• What to do
A bare count is the expected answer, namely the number of lines in the records that have the word "Woodburn".

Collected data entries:
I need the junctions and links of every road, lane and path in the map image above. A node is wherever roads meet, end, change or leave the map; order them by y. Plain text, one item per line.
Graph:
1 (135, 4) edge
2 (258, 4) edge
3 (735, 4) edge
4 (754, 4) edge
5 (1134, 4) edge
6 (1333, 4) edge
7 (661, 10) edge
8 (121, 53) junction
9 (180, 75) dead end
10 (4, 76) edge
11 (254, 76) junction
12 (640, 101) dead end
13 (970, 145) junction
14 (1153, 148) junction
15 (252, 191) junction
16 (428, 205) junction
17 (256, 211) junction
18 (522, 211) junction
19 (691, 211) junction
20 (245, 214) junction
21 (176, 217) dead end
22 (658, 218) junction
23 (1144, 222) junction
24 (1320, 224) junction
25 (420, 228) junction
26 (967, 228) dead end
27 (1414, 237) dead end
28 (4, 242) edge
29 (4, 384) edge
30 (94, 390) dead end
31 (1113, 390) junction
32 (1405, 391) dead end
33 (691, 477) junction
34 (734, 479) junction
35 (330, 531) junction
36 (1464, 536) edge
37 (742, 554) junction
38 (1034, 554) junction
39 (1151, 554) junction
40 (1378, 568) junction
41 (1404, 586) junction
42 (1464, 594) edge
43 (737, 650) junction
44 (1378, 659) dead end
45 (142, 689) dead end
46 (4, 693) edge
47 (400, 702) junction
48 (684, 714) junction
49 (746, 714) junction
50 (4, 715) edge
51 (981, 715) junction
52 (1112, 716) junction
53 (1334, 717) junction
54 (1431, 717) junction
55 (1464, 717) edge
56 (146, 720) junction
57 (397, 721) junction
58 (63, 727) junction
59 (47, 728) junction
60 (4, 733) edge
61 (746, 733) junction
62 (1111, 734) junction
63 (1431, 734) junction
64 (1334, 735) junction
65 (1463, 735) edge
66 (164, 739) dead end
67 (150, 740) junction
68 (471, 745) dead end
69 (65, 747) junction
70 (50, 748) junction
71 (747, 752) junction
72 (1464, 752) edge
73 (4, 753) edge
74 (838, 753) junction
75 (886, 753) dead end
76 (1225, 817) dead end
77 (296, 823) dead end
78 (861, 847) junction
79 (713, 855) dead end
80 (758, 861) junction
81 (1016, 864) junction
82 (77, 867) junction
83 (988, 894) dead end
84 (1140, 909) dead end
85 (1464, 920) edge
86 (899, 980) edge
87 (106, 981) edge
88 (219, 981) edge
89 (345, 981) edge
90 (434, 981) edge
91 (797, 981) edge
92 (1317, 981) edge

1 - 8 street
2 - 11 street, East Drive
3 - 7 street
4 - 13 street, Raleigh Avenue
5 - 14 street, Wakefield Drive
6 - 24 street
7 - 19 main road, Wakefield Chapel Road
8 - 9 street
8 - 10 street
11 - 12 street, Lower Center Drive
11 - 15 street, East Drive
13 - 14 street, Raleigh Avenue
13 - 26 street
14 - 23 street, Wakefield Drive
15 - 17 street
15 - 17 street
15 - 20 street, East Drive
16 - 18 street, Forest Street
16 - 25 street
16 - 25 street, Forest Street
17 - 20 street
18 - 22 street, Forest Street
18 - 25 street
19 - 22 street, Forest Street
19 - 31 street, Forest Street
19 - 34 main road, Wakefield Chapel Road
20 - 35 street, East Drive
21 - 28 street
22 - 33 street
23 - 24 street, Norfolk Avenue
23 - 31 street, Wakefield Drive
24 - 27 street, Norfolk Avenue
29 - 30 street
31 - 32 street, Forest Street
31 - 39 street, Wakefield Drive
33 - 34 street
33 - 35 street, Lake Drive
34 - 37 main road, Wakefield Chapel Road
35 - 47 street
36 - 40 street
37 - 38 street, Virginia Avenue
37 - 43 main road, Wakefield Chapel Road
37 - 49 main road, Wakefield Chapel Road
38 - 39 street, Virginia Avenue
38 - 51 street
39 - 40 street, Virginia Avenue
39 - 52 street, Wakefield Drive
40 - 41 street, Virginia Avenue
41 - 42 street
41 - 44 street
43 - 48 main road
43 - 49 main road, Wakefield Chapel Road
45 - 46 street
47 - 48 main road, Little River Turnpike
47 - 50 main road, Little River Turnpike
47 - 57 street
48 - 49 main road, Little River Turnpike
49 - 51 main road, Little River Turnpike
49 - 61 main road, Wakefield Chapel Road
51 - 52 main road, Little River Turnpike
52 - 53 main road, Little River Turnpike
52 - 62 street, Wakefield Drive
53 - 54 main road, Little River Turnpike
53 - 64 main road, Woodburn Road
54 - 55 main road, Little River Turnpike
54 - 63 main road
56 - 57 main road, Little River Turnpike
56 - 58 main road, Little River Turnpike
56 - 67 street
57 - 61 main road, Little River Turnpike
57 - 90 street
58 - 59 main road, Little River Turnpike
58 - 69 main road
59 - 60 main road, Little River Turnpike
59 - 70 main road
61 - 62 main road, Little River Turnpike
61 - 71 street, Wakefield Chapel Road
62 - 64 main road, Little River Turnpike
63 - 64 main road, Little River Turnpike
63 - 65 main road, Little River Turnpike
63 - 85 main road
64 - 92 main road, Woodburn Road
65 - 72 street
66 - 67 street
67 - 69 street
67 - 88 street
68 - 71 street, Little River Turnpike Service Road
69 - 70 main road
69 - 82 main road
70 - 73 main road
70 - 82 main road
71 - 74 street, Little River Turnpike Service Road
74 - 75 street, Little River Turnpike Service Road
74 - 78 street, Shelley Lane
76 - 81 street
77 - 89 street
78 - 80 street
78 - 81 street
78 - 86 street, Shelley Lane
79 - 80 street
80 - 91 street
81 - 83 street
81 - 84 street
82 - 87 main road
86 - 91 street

• Output below
2